If you're an independent groomer thinking about switching to software — or trying it for the first time — the number of options out there can feel overwhelming. Some tools are brilliant. Others will waste your time and your money.
The trick is knowing what to look for. Here are five things worth checking before you hand over your card details (or, ideally, before you need to).
1. Is it actually built for groomers?
This one sounds obvious, but it catches a lot of people out. Many groomers end up using generic scheduling or salon booking tools because they show up first on Google. The problem is that these tools don't understand your world. They don't have fields for breed, coat type, temperament notes, or medical alerts. They can't store grooming-specific details like blade lengths, dematting requirements, or a note that says "Hates the dryer, needs extra time."
A good grooming tool should let you build a proper profile for each pet — not just the owner. You should be able to record everything you need to know before the dog even walks through the door, so you're not relying on memory or scraps of paper. Look for things like per-pet grooming notes, photo galleries, and the ability to flag behavioural or health issues clearly.
2. Is the pricing simple and transparent?
Some software looks affordable until you realise the price on the homepage only covers the basics. Want SMS reminders? That's an add-on. Need more than a handful of client records? You'll need to upgrade. Digital forms? Premium tier only.
As an independent groomer, you shouldn't have to do mental arithmetic to figure out what your software actually costs each month.
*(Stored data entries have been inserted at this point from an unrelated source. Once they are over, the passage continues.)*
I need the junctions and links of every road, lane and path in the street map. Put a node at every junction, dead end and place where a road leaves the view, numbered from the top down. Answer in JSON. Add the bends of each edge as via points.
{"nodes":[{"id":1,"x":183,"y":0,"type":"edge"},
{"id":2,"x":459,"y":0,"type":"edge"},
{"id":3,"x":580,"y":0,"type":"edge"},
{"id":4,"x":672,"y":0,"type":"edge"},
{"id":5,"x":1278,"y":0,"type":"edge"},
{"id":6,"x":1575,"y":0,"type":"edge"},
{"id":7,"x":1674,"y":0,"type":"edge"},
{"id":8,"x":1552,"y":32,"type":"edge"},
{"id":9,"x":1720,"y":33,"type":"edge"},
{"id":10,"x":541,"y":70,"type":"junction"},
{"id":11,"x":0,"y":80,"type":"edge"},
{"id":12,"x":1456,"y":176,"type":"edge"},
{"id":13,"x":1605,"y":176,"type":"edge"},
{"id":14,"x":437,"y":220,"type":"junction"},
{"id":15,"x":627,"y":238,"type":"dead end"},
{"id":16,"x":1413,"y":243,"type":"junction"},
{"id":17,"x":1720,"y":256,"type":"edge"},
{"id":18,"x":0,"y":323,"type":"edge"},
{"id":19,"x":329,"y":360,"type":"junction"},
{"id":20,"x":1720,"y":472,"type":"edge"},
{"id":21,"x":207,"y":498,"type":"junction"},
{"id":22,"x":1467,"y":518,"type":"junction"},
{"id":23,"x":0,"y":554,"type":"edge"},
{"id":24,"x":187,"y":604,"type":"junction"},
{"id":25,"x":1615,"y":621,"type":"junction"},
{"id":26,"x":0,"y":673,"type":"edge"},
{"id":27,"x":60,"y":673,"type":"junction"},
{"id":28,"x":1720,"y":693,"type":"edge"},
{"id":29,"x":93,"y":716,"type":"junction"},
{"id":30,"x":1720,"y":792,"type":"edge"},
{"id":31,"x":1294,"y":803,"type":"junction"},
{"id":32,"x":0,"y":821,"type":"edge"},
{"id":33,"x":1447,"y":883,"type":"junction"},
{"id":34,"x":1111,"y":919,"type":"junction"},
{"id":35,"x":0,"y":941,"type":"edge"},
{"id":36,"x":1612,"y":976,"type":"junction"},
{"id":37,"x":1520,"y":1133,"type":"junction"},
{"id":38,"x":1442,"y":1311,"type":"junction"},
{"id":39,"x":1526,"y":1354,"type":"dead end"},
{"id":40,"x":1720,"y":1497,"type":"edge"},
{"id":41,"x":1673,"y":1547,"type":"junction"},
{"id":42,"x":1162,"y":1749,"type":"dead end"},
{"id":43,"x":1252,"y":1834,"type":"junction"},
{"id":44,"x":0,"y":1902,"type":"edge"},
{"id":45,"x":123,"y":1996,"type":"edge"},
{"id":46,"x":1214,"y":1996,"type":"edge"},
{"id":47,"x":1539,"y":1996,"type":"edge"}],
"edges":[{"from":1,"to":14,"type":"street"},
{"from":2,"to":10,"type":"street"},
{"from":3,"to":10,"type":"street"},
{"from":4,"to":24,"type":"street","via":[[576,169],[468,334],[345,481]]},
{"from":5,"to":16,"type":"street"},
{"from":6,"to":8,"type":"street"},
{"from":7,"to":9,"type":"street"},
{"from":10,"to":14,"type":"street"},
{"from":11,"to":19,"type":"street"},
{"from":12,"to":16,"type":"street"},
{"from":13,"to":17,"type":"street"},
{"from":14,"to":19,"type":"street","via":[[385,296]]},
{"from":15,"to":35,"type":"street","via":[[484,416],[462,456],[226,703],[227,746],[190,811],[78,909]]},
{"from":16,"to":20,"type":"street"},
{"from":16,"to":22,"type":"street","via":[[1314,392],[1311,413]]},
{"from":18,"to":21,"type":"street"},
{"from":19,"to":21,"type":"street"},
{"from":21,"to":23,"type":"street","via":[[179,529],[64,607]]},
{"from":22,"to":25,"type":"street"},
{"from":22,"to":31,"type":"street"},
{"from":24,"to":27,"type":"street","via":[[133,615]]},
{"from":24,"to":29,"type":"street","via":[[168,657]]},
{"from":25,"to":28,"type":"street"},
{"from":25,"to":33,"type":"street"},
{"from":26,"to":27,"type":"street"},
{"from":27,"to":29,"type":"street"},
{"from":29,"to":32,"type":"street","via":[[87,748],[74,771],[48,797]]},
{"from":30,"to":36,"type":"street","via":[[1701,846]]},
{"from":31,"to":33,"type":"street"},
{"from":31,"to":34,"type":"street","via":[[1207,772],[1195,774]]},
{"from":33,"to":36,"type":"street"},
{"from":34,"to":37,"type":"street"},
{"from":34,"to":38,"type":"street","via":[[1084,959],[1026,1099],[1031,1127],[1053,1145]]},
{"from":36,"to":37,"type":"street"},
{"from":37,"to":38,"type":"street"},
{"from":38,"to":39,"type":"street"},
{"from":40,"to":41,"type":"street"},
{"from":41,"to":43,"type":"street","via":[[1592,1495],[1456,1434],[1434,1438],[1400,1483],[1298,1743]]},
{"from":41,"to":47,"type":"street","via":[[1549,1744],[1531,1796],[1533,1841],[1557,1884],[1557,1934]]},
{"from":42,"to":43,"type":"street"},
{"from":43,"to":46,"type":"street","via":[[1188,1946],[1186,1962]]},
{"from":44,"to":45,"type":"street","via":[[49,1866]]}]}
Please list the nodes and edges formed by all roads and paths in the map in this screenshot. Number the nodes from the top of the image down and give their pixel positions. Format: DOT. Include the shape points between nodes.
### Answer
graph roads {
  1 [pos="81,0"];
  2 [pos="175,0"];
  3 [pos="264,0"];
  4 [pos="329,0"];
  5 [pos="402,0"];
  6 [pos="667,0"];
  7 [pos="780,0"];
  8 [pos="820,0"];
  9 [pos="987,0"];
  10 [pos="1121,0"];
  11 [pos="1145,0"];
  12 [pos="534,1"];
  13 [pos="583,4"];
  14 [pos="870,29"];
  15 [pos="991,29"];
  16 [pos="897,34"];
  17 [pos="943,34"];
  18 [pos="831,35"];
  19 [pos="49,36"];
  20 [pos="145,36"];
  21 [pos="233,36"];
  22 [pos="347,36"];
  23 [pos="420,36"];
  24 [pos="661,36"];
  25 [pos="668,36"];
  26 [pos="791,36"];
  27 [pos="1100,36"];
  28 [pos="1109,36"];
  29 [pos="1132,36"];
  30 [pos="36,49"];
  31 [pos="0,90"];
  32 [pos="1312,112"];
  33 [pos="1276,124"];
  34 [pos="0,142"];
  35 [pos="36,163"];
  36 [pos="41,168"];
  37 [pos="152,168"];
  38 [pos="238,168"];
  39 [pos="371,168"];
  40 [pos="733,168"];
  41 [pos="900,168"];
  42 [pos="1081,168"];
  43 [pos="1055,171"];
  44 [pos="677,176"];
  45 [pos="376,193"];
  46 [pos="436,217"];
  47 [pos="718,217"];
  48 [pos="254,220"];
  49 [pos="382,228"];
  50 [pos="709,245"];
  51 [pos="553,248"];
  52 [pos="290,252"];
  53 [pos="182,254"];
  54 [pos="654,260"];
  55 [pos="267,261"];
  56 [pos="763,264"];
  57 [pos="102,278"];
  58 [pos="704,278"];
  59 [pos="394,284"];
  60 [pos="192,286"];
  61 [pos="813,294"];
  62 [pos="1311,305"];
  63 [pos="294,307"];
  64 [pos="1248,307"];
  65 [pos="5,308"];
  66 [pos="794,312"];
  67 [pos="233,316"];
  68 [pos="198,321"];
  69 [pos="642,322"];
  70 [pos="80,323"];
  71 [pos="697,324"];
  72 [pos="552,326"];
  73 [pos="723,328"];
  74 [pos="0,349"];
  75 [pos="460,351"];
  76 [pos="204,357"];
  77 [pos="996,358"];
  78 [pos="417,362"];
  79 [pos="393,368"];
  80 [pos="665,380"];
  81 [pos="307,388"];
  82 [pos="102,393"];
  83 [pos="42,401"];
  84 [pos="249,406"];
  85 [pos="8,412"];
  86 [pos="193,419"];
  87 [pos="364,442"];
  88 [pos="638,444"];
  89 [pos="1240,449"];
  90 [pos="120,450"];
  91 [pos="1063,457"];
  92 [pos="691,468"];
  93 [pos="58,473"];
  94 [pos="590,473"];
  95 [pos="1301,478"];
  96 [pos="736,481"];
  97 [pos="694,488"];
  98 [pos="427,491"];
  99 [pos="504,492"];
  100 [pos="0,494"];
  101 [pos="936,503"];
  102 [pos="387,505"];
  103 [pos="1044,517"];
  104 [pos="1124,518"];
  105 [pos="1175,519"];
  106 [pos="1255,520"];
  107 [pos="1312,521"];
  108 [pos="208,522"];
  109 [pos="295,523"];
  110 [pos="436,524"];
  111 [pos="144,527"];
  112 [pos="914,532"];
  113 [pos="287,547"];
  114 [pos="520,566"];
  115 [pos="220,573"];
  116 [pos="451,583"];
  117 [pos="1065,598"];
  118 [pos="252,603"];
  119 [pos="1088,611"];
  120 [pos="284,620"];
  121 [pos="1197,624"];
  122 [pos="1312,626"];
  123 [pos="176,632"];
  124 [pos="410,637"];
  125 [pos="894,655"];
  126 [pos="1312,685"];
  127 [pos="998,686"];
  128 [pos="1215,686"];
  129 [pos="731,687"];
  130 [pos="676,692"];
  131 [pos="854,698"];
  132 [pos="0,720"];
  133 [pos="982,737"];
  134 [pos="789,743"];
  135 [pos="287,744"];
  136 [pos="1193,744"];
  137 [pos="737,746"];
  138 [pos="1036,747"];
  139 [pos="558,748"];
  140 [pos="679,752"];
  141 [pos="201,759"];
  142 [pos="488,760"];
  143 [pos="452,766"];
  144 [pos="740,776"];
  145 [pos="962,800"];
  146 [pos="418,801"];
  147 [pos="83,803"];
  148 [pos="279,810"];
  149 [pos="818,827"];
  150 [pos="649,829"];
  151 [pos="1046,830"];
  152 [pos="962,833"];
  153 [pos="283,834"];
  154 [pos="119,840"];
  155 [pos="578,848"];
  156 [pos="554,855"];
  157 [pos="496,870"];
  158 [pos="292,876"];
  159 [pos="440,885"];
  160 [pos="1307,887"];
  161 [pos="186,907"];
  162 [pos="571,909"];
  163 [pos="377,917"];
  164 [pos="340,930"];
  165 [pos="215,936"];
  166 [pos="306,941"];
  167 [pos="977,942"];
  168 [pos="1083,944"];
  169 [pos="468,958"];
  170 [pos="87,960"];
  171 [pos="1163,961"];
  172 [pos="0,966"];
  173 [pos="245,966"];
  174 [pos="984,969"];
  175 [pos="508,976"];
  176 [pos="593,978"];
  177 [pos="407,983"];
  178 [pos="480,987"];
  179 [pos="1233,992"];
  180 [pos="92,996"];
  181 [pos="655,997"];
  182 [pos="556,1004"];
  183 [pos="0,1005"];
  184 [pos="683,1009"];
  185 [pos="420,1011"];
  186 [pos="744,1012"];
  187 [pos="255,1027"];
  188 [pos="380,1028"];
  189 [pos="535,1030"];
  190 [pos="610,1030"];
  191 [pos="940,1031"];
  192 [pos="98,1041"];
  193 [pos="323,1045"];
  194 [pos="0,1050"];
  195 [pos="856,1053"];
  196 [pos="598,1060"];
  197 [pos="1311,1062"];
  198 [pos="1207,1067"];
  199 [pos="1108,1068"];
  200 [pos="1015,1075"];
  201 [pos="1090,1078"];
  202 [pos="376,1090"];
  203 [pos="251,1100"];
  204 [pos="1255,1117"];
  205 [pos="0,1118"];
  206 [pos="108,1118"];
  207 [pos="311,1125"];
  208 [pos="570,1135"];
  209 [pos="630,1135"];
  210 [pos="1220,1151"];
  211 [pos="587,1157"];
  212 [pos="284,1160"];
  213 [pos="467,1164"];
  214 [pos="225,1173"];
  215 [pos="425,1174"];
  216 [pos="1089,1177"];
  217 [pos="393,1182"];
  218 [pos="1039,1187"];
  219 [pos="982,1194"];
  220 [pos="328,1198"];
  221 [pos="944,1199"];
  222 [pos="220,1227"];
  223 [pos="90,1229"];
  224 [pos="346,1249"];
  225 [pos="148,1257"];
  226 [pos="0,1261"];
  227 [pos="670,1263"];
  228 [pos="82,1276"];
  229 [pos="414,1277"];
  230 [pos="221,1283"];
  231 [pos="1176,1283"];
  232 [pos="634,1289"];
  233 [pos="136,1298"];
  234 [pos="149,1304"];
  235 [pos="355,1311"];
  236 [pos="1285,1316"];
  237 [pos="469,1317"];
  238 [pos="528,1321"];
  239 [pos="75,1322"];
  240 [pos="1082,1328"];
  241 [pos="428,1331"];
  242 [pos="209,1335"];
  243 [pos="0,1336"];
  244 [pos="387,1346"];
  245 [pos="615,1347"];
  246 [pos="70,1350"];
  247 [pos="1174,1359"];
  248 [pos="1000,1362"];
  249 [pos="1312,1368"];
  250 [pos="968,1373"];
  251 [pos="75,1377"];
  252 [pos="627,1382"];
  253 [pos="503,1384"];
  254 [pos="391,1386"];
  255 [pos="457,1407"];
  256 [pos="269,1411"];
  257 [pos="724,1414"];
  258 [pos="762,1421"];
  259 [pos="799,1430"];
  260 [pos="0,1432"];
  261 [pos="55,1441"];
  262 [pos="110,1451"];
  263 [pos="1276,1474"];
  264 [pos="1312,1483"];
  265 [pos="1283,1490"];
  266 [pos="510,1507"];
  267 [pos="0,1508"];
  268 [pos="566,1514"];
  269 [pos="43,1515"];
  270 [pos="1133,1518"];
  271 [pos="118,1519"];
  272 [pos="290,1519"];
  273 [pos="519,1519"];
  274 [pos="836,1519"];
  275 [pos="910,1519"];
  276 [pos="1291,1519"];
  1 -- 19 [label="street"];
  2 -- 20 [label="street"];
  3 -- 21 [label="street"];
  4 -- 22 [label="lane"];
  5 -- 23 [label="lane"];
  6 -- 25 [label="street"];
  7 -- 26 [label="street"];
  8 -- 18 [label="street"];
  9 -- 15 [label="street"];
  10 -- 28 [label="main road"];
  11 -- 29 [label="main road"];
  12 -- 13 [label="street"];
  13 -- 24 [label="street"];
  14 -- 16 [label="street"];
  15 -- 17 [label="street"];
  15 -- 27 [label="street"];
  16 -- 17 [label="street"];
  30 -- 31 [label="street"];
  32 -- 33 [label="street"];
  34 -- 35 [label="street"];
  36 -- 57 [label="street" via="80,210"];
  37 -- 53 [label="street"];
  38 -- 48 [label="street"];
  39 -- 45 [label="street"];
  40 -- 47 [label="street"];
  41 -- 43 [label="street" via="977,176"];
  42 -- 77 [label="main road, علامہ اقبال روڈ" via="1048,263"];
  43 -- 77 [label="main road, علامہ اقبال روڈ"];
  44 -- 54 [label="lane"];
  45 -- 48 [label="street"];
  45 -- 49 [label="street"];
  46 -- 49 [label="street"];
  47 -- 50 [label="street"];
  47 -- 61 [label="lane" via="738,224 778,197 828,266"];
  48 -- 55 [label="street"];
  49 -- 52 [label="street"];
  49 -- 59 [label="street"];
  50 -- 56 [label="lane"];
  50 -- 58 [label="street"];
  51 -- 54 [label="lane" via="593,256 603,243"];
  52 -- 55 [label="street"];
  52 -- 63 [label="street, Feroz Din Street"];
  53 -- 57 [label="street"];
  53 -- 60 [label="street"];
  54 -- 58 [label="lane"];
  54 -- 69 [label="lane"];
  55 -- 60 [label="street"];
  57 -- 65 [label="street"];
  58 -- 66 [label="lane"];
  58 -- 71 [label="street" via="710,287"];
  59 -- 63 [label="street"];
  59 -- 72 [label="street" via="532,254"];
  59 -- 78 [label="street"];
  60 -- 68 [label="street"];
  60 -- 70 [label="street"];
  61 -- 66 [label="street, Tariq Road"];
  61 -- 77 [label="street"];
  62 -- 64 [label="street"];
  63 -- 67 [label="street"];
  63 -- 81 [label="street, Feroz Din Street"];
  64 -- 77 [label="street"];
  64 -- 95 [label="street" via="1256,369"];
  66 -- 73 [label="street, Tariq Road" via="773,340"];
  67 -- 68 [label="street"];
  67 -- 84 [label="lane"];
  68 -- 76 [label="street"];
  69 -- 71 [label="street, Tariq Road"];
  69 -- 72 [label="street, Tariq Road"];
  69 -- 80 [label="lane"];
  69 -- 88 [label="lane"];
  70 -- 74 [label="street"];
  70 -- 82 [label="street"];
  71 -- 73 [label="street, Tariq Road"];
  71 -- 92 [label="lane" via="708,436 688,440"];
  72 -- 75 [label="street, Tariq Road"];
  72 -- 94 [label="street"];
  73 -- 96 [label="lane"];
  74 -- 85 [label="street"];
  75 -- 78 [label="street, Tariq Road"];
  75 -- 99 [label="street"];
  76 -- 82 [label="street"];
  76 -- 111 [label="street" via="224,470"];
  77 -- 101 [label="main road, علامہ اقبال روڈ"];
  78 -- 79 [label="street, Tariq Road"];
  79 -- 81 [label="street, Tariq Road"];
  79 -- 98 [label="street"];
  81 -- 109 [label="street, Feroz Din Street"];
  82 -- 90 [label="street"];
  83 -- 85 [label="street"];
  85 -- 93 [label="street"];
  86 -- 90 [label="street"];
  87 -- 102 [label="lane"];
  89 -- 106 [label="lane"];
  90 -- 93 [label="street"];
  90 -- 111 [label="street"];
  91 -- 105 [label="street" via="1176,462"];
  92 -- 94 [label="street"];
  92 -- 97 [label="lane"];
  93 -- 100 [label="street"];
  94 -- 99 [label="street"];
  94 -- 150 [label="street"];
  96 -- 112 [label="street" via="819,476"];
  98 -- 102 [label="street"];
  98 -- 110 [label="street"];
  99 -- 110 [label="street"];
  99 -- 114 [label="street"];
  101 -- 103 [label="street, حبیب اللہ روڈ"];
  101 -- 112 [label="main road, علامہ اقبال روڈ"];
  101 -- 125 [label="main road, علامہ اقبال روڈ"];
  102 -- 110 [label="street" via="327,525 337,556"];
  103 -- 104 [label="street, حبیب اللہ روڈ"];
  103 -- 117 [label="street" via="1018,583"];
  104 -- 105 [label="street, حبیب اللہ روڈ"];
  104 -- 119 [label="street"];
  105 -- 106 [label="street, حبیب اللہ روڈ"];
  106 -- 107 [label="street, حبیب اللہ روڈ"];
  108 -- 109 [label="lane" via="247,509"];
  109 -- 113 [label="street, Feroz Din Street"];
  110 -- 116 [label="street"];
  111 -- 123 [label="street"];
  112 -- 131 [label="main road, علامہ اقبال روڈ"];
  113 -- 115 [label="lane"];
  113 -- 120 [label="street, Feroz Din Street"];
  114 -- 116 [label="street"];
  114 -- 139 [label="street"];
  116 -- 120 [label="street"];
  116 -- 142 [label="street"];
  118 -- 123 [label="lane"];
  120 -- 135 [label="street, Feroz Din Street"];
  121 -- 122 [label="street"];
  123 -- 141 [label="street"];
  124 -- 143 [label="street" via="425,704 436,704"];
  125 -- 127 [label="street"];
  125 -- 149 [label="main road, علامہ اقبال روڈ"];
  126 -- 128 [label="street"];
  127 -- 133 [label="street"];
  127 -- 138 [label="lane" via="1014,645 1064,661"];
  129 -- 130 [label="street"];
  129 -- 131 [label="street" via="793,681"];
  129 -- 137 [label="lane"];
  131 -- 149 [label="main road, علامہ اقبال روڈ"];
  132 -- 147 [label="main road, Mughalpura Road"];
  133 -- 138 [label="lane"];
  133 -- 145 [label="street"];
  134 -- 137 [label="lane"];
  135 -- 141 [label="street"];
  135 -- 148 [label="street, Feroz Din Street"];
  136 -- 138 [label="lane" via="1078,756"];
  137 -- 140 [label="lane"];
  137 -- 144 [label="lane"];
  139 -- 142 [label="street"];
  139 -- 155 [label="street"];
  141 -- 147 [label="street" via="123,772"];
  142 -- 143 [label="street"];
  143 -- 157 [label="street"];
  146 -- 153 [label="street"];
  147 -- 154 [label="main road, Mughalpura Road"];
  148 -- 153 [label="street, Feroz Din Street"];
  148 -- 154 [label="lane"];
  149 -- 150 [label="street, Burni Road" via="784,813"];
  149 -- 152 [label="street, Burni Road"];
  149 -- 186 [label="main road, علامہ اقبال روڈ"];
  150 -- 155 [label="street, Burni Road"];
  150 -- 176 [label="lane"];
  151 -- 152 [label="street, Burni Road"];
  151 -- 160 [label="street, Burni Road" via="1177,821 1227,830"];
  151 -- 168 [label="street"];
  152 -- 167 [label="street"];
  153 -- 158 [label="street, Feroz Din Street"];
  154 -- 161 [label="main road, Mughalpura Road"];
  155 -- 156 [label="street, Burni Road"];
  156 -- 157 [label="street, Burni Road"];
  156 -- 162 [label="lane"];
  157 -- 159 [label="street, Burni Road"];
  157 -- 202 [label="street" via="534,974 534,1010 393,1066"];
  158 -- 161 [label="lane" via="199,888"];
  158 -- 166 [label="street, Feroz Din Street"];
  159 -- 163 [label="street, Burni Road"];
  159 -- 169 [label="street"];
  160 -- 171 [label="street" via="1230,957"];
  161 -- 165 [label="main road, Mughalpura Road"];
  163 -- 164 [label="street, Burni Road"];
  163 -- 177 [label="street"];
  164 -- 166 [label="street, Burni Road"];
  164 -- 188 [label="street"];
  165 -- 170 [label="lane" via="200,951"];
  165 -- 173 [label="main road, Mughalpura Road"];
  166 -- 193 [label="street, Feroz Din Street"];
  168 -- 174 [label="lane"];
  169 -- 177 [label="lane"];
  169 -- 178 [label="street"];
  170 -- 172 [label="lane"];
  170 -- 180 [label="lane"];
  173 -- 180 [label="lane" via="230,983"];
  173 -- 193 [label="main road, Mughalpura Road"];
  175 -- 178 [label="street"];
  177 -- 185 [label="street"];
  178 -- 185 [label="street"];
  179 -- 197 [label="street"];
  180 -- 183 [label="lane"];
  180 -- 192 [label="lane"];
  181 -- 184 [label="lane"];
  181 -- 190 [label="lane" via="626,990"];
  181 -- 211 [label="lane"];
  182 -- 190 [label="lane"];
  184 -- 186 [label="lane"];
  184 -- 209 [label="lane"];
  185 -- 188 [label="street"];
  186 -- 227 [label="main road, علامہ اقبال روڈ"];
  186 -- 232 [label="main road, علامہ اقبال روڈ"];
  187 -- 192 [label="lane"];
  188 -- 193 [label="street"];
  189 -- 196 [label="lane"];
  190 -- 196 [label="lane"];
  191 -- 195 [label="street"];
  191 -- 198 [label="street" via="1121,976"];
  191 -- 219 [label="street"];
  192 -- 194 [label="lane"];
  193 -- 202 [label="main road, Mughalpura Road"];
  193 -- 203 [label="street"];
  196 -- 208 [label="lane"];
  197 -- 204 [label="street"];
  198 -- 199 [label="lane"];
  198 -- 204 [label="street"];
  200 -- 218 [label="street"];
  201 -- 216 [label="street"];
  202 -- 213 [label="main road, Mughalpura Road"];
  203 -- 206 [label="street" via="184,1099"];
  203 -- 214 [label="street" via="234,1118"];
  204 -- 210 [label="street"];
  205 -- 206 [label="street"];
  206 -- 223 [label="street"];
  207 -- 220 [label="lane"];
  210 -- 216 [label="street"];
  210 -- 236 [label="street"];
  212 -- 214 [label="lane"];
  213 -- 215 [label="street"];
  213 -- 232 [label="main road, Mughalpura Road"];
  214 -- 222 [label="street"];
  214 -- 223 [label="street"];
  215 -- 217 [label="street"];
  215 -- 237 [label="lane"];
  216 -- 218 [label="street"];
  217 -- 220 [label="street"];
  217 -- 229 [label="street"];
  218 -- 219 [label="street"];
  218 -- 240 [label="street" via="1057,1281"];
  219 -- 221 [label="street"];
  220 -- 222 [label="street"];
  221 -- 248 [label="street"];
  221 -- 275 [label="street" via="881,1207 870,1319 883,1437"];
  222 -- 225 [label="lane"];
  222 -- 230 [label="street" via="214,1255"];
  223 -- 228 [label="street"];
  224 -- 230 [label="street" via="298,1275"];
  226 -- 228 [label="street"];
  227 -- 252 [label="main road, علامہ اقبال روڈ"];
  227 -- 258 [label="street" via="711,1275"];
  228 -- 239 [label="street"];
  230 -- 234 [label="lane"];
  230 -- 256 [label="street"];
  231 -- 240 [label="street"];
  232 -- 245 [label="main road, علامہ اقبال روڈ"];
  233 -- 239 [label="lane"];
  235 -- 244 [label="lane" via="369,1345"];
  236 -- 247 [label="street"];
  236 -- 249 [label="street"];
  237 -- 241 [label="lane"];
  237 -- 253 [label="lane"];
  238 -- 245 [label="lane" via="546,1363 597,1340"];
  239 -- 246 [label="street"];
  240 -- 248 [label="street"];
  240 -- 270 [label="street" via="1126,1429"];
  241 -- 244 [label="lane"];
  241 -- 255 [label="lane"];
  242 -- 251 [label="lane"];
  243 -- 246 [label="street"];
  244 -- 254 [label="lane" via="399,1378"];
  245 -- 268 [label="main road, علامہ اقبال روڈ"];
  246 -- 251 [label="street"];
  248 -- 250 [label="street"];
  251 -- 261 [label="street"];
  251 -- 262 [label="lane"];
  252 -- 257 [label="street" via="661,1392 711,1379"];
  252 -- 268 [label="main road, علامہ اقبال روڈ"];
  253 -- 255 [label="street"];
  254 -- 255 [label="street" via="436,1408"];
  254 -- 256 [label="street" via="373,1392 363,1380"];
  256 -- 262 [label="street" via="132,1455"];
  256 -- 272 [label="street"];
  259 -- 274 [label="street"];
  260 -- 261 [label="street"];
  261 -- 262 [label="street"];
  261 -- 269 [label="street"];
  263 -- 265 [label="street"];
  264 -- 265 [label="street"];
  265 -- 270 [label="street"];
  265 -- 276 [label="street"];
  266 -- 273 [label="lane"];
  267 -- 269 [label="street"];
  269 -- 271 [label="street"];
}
Look for straightforward pricing — ideally a single plan that includes everything, with no surprises when your client list grows. Monthly and annual options are a nice touch, but make sure the annual plan genuinely saves you money rather than just locking you in.
3. Can you try it before you commit?
This is a dealbreaker. If a tool asks you to pay before you've had a chance to use it properly, that should give you pause. A free trial — a real one, not a limited demo — lets you set up your actual clients, book real appointments, and see whether the software fits the way you work.
The best trials don't require a credit card upfront, either. You shouldn't have to remember to cancel before a charge goes through. A generous trial period (at least a couple of weeks, ideally a month) gives you enough time to get through a full cycle of bookings and see how the tool handles your day-to-day routine.
4. Can you bring your existing data with you?
If you've been running your business for any length of time, you've built up a list of clients, pets, and contact details — probably in a spreadsheet, a notebook, or another system. Starting from scratch is painful, and it's one of the biggest reasons groomers put off switching.
Good software should make it easy to import your existing records. CSV and Excel imports are the standard here. If a tool doesn't offer this, you'll be spending hours retyping names and phone numbers instead of grooming dogs. Before you sign up, check that there's a clear way to bring your data across — and that the import actually works with the kind of files you already have.
5. Where is your data stored — and is it secure?
You're holding personal information about your clients: names, addresses, phone numbers, sometimes notes about their dogs' health. That data needs to be stored securely, and you need to know where it lives.
For UK-based groomers, it helps to know your clients' information is held within the UK or EU, where it stays covered by familiar data protection rules rather than being shipped to regions you have no visibility over. Look for software that uses established cloud infrastructure (such as Microsoft Azure or AWS), encrypts your data in transit, takes regular backups, and is upfront about how your information is looked after. A provider that's vague about any of this is worth a second look.
One last thought: the right software should make your day easier, not harder. It should save you time on admin so you can focus on the dogs. Don't settle for a tool that almost fits — take the time to find one that was built with your kind of business in mind.